Ever felt you’ve been snowed under by a task so big it seems impossible to finish?

Then spare a thought for Simon Beck who spends hours at a time creating huge works of art in the ski fields armed with only his imagination and giant raquettes (snowshoes) on his feet.

The 54-year-old Englishman, who works as an orienteering mapmaker, has been creating these amazing works of art since 2004 and said he began making the formations as it “seemed a natural thing to do”.

Gradually over time his works have become more complicated as he gets faster and more inventive.

Mr Beck creates most of his work in the French ski resort of Les Arcs, where he owns an apartment and lives during most of the winter. He can spend up to 10 hours a time on the pieces, which can cover an entire ski field.

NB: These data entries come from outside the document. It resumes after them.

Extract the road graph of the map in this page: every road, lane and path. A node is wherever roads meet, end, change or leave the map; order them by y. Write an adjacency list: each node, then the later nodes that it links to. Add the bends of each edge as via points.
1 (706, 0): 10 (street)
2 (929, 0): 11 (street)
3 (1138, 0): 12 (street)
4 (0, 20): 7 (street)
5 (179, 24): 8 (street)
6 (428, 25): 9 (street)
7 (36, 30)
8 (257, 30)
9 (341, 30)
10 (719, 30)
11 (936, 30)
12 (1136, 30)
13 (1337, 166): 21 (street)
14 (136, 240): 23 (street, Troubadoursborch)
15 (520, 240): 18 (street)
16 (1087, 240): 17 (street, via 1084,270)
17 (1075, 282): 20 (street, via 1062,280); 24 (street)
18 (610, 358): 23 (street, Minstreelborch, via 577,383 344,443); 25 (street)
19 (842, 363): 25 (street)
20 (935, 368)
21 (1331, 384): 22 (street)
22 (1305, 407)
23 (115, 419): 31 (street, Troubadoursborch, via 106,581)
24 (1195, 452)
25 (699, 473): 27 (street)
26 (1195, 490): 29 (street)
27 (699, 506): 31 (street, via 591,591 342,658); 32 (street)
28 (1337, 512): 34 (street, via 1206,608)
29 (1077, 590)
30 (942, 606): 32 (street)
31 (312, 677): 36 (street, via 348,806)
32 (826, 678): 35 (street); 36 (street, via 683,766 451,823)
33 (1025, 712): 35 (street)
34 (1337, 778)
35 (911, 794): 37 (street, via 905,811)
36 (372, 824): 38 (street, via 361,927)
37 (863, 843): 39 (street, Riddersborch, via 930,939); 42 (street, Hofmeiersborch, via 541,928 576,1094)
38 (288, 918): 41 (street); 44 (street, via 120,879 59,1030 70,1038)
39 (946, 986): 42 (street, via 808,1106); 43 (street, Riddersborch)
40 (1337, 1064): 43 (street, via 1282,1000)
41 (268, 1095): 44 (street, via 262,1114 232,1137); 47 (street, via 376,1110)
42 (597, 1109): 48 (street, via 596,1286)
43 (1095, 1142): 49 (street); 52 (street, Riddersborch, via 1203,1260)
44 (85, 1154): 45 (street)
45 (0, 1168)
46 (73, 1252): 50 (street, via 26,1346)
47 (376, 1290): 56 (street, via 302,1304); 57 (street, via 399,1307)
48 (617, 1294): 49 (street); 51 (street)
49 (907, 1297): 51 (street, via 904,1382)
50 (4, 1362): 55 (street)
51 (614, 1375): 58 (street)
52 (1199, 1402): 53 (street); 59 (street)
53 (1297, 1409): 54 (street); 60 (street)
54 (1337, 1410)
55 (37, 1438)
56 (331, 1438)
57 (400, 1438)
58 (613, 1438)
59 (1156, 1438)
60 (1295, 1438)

Using a handheld orienteering compass, Mr Beck sets out his designs using pace counting or measuring tape and creates curves with a clothes line attached to an anchor at the centre and designs are chosen from geometry.

Heavy snowfall with at least six days of cold weather creates the perfect conditions, with designs usually lasting until the next heavy snowfall.

On his Snow Art Facebook page, he admits most skiers might think he’s mad wasting good skiing time but that he hopes “to spread the message the mountains and snow are beautiful and worth preserving, and there are better things in life than spending so much time doing things you don’t want to”.